Está entonces frente a la oficina, frente a Karla
Deseo, la linda compañera que siempre le ha resultado hechizante. Elmo, quien
por ocho horas al día barre, escucha y no habla, les ronda sin levantar los
ojos. Es una jornada normal.
Pero misteriosamente, las mejillas de Karla Deseo les
gustan a Elden hoy por otra causa. Le recuerdan pechugas de pavo al horno.
Hábil
para el manejo de la prosopopeya, Wynter Melo traza en unas cuantas líneas la
cotidianidad del mundillo de aspiraciones sociales y sexuales en que se mueven
los personajes. El cuento deviene en un juego de máscaras, tan divertido como
cruel, en el que los impulsos antropofágicos se camuflan con las ambiciones
sociales y sexuales:
Ya el aliento de Elden calienta su piel. La saliva
comienza a inundar la boca. Se apartan los labios y los dientes se adelantan.
Los caninos se preparan para darse un clavado en el cuello.

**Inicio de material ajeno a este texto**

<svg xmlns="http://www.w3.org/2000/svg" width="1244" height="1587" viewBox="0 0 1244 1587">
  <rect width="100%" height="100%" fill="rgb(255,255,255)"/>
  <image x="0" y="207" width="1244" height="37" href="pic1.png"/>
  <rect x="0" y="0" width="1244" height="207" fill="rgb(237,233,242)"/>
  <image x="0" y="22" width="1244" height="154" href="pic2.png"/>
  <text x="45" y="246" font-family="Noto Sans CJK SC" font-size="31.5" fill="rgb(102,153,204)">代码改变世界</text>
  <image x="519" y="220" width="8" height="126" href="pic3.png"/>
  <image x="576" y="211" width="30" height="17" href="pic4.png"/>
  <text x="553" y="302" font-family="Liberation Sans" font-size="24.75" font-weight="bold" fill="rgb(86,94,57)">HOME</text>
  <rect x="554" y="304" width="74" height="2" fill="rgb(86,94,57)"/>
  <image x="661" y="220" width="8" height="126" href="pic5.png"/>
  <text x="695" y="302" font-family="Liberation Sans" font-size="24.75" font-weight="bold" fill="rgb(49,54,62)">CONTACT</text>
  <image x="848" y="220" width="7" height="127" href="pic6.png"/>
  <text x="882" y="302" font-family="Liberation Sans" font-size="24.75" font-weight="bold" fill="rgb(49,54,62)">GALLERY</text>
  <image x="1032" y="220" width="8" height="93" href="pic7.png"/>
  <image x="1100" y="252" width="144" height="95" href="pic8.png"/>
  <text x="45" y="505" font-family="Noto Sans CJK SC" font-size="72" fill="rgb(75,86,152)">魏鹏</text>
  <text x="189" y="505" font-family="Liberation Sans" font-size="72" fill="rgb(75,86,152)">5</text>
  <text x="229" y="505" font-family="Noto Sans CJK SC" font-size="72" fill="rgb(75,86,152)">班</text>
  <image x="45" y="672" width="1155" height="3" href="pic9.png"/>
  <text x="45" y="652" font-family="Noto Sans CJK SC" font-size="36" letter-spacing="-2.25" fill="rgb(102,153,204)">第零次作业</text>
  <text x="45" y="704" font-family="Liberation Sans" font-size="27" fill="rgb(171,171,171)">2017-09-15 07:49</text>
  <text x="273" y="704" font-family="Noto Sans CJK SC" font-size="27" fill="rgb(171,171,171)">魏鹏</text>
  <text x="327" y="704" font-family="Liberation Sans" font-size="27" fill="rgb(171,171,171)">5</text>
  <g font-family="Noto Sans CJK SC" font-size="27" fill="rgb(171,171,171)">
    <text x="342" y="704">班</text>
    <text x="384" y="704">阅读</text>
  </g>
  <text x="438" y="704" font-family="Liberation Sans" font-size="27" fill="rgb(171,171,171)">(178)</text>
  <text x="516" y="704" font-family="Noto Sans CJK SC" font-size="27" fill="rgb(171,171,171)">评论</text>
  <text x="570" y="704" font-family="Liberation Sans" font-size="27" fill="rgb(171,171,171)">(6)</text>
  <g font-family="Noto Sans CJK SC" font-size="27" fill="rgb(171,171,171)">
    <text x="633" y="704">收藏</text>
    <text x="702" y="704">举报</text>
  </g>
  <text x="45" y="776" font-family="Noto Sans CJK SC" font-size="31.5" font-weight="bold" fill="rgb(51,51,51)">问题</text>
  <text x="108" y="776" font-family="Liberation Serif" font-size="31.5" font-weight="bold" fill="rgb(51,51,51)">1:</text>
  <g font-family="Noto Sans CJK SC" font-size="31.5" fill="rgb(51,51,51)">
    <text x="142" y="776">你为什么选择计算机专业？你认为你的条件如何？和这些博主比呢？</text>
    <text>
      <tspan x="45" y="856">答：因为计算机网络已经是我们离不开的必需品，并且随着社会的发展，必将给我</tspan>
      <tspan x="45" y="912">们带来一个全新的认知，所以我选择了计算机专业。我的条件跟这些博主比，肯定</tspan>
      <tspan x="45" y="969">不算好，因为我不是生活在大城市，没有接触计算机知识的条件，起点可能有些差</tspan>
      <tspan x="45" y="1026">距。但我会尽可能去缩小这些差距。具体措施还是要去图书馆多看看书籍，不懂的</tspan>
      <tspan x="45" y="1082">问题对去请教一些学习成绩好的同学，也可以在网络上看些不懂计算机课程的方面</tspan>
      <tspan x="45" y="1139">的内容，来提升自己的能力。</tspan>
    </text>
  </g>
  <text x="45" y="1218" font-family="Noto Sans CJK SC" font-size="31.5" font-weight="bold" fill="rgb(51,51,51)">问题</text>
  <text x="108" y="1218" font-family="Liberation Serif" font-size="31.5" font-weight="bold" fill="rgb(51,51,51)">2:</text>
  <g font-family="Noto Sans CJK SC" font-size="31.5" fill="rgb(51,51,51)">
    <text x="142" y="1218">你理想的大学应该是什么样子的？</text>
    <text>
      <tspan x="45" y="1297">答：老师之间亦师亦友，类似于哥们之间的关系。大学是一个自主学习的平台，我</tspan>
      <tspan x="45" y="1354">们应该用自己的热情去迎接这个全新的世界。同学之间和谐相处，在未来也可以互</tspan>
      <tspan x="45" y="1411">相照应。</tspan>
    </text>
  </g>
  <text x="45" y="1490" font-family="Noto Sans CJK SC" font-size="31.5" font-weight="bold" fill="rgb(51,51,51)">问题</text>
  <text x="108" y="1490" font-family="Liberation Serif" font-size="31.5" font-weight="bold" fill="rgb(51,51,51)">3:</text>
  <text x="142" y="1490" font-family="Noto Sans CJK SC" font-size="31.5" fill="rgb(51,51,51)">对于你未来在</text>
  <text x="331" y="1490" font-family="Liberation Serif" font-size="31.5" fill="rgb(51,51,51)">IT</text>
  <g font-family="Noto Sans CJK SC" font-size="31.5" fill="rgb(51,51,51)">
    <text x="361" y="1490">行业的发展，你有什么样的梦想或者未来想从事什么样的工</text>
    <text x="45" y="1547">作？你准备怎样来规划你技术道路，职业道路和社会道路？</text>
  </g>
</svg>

Pero el contacto, en el último instante, se hace beso
tibio. Después de todo, es nuevo en esto de comerse a los compañeros de trabajo
y no se hace bien a la idea.
Pero
si la fantasía es un espacio para la ironía y la crueldad, también lo es para
la esperanza de la redención. En el cuento “Bajo el manguito”, la panameña
Gloria Melania Rodríguez nos lleva a atestiguar los últimos días de Indio, un
caballo de campo que estoico y silencioso espera su muerte a la sombra de un
árbol de mango, a la vera de la carretera interamericana:
-Llévalo al matadero- le decían a Chico los clientes
que se paraban a comprarle cosas.
Cuando se iban, él miraba a “Indio” y lo imaginaba caminando hacia la puerta de
metal del matadero, y en la imaginación, daba la vuelta y se regresaba, halando
su caballo.
Mezquina
a veces, la realidad no puede comprender la amistad entre un hombre y su
caballo, entre Francisco e Indio, esos dos solitarios que han envejecido juntos
a la orilla de una carretera, sin más aliciente que sentirse vivos.
Inteligente, Rodríguez evita el antropomorfismo de Indio y consigue así
reflejarlo en su naturaleza animal, libre de humanizaciones forzadas, por lo
que la amistad del caballo con la niña Sofía fluye de manera espontánea:
-¿Feliz? No, muchacha, este caballo sufre –corrigió el
viejo.
-Me dijo que está contento, que huele agua y pastos
grandes y verdes, sin culebras –afirmó la chiquilla.
Chico se rascó la barbilla. Sí que se le ocurren cosas
a los niños, pero, ¿cómo sabría ella del terror que sentía el caballo por las
serpientes?
Catorce
voces se reúnen en esta antología, con sus modos singulares de comprender la
literatura fantástica y de expresarla. Voces diferenciadas, en efecto, pero no
divorciadas, toda vez que comparten un espacio, el istmo centroamericano, donde
las noches se pueblan lo mismo de fulgores luciferinos que de sombras
angélicas, donde se bifurcan pesadillas de guerras civiles con ensueños de
concordias perdurables. Los relatos aquí propuestos, testimonian así las
diversas formas en que la narrativa fantástica centroamericana conjura y
concilia al leviatán y al arcángel que deambulan por la delgada franja ístmica.
Moisés
Elías Fuentes
Ciudad
de México. Noviembre de 2016
“Mangoo
Daalin” es el único texto de esta antología escrito de origen en inglés. La
versión al español aquí incluida se debe al poeta Bernardo Ruiz.